Saved data entries:
——

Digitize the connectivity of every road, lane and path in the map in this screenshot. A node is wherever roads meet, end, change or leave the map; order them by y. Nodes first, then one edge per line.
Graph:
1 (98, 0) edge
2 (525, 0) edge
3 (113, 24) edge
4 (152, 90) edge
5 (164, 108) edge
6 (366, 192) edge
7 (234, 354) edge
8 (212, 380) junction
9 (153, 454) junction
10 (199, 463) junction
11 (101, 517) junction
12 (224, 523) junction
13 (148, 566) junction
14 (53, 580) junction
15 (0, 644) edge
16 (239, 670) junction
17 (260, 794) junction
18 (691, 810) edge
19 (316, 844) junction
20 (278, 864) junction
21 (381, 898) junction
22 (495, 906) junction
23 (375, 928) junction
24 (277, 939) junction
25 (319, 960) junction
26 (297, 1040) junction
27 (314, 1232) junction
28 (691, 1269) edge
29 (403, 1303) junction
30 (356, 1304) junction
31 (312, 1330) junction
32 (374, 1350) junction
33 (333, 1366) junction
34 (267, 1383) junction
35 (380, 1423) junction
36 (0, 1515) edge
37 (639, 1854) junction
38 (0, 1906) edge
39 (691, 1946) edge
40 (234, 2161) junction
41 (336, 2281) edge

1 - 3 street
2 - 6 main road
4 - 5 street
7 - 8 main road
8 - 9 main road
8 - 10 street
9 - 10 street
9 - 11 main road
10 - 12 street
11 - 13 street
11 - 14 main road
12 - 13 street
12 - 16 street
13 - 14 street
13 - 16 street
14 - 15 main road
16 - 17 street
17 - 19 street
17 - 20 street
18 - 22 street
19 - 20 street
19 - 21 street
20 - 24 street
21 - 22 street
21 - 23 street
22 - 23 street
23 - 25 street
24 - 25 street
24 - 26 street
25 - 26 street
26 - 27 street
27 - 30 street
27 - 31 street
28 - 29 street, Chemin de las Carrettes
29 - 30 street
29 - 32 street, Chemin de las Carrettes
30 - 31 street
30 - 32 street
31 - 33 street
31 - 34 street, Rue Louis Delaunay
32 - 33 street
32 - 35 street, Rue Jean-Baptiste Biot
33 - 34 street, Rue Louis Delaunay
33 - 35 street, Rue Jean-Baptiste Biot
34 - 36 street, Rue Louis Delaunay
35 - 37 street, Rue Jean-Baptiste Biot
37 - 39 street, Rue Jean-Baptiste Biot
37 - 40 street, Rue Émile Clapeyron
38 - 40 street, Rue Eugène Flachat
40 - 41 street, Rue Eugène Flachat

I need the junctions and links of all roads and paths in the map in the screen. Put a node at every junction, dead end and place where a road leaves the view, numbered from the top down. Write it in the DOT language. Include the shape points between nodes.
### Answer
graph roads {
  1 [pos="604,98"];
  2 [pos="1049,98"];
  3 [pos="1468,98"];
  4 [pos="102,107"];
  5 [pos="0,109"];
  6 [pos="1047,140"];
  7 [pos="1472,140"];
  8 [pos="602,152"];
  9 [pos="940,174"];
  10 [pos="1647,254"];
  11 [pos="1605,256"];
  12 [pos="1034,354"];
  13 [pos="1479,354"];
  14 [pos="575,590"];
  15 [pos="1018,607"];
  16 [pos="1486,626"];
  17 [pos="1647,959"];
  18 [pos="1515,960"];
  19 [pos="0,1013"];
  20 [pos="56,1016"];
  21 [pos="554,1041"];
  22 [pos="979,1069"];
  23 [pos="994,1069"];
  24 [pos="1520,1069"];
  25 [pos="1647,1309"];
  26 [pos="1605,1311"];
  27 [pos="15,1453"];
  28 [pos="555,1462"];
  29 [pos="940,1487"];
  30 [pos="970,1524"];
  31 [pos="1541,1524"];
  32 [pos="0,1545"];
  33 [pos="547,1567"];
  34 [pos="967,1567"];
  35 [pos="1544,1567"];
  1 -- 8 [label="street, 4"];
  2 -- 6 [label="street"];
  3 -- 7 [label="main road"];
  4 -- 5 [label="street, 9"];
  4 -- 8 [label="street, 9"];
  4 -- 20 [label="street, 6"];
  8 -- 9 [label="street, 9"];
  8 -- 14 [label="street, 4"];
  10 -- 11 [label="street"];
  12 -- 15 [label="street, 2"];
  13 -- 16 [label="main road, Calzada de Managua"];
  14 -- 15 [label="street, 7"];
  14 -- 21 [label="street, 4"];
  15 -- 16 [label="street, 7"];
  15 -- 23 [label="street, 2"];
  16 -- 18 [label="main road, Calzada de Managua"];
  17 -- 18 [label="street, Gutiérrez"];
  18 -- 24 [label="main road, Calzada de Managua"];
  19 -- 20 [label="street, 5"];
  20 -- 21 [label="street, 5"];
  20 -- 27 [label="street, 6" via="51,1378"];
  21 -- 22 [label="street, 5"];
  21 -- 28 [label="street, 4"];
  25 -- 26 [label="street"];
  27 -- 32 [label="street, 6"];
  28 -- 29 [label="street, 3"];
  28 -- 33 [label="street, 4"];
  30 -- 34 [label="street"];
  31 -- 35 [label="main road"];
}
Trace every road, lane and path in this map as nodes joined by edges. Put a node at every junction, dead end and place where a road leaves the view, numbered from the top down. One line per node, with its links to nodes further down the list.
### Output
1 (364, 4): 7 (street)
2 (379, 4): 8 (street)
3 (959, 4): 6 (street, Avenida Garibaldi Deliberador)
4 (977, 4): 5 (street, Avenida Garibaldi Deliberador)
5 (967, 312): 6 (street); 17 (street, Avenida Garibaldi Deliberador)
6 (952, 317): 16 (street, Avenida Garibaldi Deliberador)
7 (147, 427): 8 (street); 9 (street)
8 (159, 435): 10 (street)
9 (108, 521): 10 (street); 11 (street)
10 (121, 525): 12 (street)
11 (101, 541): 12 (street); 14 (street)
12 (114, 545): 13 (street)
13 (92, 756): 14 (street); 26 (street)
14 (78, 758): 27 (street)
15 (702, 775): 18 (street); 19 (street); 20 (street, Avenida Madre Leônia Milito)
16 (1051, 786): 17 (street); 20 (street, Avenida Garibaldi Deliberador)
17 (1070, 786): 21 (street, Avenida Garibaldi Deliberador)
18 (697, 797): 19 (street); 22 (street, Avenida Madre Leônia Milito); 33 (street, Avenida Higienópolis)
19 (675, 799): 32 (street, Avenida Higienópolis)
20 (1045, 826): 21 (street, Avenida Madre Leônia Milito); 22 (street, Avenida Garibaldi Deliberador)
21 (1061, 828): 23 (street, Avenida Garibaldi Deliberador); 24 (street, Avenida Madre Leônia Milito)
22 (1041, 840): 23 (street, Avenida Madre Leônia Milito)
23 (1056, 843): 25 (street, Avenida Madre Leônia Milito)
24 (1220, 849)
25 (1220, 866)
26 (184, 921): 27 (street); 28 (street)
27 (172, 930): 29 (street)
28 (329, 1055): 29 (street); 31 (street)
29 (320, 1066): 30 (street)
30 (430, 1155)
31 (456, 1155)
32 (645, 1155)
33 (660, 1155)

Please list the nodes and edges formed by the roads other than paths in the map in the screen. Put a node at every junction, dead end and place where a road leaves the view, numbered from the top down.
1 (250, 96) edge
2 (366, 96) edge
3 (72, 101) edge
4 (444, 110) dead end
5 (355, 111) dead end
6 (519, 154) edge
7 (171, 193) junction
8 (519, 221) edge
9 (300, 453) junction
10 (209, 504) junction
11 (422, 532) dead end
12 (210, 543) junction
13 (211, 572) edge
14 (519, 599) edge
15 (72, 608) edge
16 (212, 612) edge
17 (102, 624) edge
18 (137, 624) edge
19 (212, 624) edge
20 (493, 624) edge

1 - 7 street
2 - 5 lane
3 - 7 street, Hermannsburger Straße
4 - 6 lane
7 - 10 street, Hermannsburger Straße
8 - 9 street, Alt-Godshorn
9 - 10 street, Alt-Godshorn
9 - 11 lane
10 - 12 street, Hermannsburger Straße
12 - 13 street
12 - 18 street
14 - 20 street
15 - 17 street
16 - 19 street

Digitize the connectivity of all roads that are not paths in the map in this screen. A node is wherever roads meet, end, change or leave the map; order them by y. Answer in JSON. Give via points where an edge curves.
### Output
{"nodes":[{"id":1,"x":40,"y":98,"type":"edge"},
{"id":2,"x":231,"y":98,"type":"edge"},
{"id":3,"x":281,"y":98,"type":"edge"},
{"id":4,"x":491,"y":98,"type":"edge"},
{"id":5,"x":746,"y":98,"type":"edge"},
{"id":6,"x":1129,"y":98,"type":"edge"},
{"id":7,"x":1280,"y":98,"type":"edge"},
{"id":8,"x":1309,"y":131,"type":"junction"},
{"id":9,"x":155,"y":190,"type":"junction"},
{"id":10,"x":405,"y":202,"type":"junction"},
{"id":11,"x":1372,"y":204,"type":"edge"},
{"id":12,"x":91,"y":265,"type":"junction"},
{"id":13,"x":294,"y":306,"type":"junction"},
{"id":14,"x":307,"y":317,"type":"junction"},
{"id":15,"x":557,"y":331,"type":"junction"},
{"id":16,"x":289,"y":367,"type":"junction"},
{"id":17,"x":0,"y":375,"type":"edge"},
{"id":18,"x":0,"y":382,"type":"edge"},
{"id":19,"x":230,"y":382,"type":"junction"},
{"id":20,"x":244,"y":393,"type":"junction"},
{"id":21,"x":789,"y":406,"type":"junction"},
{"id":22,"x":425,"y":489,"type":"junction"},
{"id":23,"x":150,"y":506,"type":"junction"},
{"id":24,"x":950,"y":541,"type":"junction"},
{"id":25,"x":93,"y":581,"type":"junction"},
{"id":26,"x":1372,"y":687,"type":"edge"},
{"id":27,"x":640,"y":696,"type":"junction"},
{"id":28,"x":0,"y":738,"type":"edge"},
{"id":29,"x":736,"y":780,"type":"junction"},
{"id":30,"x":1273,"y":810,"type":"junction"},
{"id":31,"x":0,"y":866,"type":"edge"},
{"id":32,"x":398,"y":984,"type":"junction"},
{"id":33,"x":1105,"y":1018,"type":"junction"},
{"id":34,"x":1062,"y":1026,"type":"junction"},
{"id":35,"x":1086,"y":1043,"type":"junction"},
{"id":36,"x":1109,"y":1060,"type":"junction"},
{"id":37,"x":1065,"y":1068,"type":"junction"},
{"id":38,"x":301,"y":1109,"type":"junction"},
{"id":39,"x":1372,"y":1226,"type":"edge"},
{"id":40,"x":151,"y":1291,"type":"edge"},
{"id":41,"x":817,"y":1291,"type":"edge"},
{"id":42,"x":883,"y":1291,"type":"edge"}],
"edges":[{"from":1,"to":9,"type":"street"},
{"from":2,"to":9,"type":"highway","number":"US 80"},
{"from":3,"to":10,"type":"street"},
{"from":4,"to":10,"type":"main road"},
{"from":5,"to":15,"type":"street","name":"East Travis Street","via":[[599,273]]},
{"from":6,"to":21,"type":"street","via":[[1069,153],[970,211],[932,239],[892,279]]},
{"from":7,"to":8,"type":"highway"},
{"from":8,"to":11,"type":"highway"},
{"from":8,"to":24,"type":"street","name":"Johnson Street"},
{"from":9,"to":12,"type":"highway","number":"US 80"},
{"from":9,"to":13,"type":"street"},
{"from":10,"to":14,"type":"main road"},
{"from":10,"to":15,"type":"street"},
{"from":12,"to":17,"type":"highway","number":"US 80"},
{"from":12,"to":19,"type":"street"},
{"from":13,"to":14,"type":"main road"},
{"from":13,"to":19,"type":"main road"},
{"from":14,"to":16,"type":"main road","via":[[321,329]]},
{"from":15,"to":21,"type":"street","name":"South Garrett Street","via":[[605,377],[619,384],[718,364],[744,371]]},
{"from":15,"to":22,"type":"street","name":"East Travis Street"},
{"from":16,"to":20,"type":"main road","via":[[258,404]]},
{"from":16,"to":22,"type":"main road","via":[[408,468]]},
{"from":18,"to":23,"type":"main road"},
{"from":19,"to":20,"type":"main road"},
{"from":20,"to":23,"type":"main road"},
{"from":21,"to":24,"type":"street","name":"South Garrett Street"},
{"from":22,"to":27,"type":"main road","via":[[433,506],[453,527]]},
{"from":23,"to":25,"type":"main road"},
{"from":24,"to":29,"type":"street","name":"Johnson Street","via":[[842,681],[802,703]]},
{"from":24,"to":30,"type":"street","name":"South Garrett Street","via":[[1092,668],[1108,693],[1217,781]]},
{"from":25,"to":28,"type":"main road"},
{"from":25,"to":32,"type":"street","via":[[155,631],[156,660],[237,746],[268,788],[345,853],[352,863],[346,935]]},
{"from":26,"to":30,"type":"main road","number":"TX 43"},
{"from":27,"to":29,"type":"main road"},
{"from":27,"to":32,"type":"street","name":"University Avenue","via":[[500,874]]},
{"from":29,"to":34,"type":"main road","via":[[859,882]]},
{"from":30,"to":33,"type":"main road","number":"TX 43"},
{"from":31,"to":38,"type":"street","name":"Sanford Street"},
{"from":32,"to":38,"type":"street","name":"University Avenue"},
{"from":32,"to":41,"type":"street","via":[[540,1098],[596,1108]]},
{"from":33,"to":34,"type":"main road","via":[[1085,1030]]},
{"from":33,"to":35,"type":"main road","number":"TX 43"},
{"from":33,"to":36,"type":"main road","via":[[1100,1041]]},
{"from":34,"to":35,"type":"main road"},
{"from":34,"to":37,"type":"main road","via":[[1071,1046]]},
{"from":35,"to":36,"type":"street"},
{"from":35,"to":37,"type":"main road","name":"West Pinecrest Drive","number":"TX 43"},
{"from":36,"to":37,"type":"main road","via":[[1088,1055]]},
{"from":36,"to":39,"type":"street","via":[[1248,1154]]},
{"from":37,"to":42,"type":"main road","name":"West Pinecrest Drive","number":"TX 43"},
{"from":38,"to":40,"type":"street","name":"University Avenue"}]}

——

Make a copy of each line in the records that has the word "highway".

{"from":2,"to":9,"type":"highway","number":"US 80"},
{"from":7,"to":8,"type":"highway"},
{"from":8,"to":11,"type":"highway"},
{"from":9,"to":12,"type":"highway","number":"US 80"},
{"from":12,"to":17,"type":"highway","number":"US 80"},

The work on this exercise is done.